In an interesting fusion of international relations and developmental psychology, the Enemy System Theory (EST) has been used since the Cold War to explain conflicts between human tribes. Its main premise is that the human mind requires the identification of both antagonistic as well as friendly groups that validate one’s own existence. In other words, we need enemies in order to feel good about ourselves. From an evolutionary human need’s perspective, it allows our psychology to show loyalty to our surroundings by sharing a common foe. If no such foe exists, we artificially create one. Needless to say, this urge seems to be alive and well in our modern day societies. In Europe and the United States, especially, there seems to be a continuous search for potential enemies to identify and hunt down. And if we cannot find them, we invent them.
An often heard misconception about our world is that democracies are more peaceful than dictatorships or other types of regimes. Even though there is some evidence to suggest that among themselves democracies tend to be peaceful, democracies have proven to be ferociously violent towards non-democratic regimes. This is true even if one leaves the United States out of the equation on the basis of being unrivalled- and therefore almost unavoidably irresponsible- in its military superiority. European democracies have been heavily involved in, and shared responsibility for, most of the violent and diplomatic conflicts this century so far.
To continue to insist that this is because democratic nations are more vested in spreading their self-perceived enlightenment around the globe- and thus accelerating Fukuyama’s now infamous End of History- seems unsustainable. Too many inconsistencies in Western behaviour undermine that thesis. Yet to argue that it is all down to realist, self-interested behaviour fuelled by oil and other geostrategic concerns, is also missing the mark. The large conflicts of our time (Iraq, Afghanistan, the War on Terror in general) have been too self-destructive, too badly calculated, to have been born solely out of such sinister motives.
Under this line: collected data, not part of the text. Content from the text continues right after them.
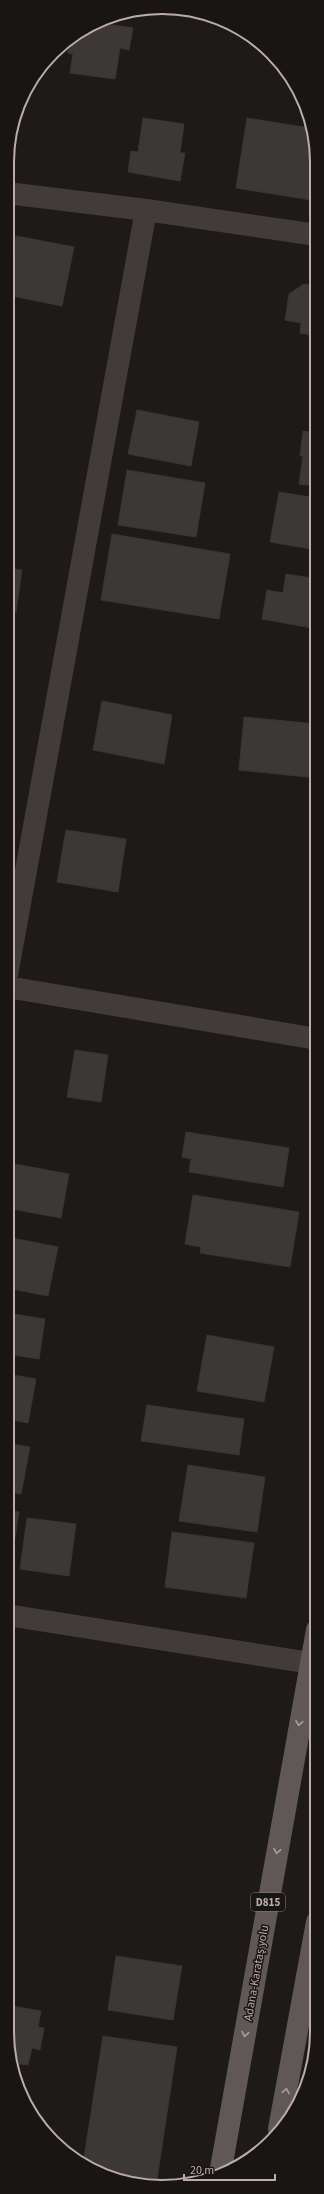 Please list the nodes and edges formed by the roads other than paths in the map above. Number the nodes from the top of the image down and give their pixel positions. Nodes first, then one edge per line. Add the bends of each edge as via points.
1 (14, 194) edge
2 (146, 210) junction
3 (310, 234) edge
4 (14, 936) edge
5 (14, 988) edge
6 (310, 1038) edge
7 (14, 1616) edge
8 (310, 1663) edge
9 (310, 1679) edge
10 (310, 1960) edge
11 (281, 2120) edge
12 (221, 2168) edge

1 - 2 street
2 - 3 street
2 - 4 street
5 - 6 street
7 - 8 street
9 -> 12 main road, Adana-Karataş yolu / D815
11 -> 10 main road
Our perceived need for enemies as explained by the EST seems to be a more appropriate explanation. In a time that natural enemies are increasingly hard to find, we actively seek them out. In many cases, we even encourage them. Reading the newspapers, one would almost get the false impression that times are particularly dangerous for the West right now. Our tribal instincts do not seem to be comfortable in a globalized world in which we can no longer define good or evil according to Cold War parameters. Hence, over the past twenty years or so, democracies have been actively searching for new targets.
During the hopeful and idealistic 1990s, the targets were particularly hard to come by. Those that were found- in the Balkans, for example- tended to be portrayed as enemies of humanity and human rights, rather than as enemies of democratic populations specifically. The first decade of the new century, however, saw the rise of terrorism as an all encompassing foe ready to be applied to our darkest nightmares. It led to wars with hundreds of thousands of civilians killed by democratic forces.
Now, with the fear and anger towards faceless terrorist on the decline, democratic aggression has turned back to more value driven targets, such as Libya and Syria. Iran seems to be the only constant throughout the ages, with Teheran making an appetising and useful target for continual rhetoric and sanctions. The North Korean regime has proven too extreme and too cartoonish in Western eyes to be useful as true antagonists, despite the human suffering among the Korean population.
It is hard to overestimate the psychological power of enemies in our collective conscious. British and American comedy shows still seem incapable to even mention Germany without some distasteful reference to Hitler or its Nazi past. Immigrants are increasingly perceived as a fifth column for unspecified rivals. Irrational fear of Iran’s nuclear program is shared by both the political right as well as the left throughout the West. The mere mention of terrorist plots continue to open political paths unimaginable in any rational society.
The level of enthusiasm for our own societal arrangements is inversely related to the relationship with our surroundings. Even internally, within democratic societies, the artificiality of much of the political discourse against the other side is obvious, of course. Railing against the other political side makes us feel good about ourselves and those who agree with us. Being a victim, potential or actual, of forces that are perceived to be against us, is a powerful sedative. It liberates us from introspection and self-assessment.
The fact that politicians gladly use the EST to their advantage is nothing new, and they will undoubtedly continue to do so. Yet it would be a mistake to automatically interpret this as wilful abuse on their part. Besides the irony of such attitudes towards them, proving the EST itself (making political leaders our perceived enemies), it is likely that they themselves are victims of their own human frailty. Just like all of us.
By any reasonable standard (mortal victims, economic destruction, geopolitical manipulation), democracies have proven the most aggressive actors in violent conflicts worldwide over the past decades. And yet we continue to see ourselves as the good side, righteous and generally well-behaved, albeit perhaps error prone in the practical application of our ideals.
Next time that the political right and the left come together to overthrow a regime in Libya, or impose tougher sanctions on Iran, or suggest intervention in Syria, perhaps should have a look at how that has worked out for us in the past. Maybe some modesty in both our admiration for our own moral superiority as well as restraint in our anger towards unpleasant regimes would be appropriate. It certainly would have benefited the Iraqi and Afghani populations over the past decade or so. After all, who needs enemies with friends like us?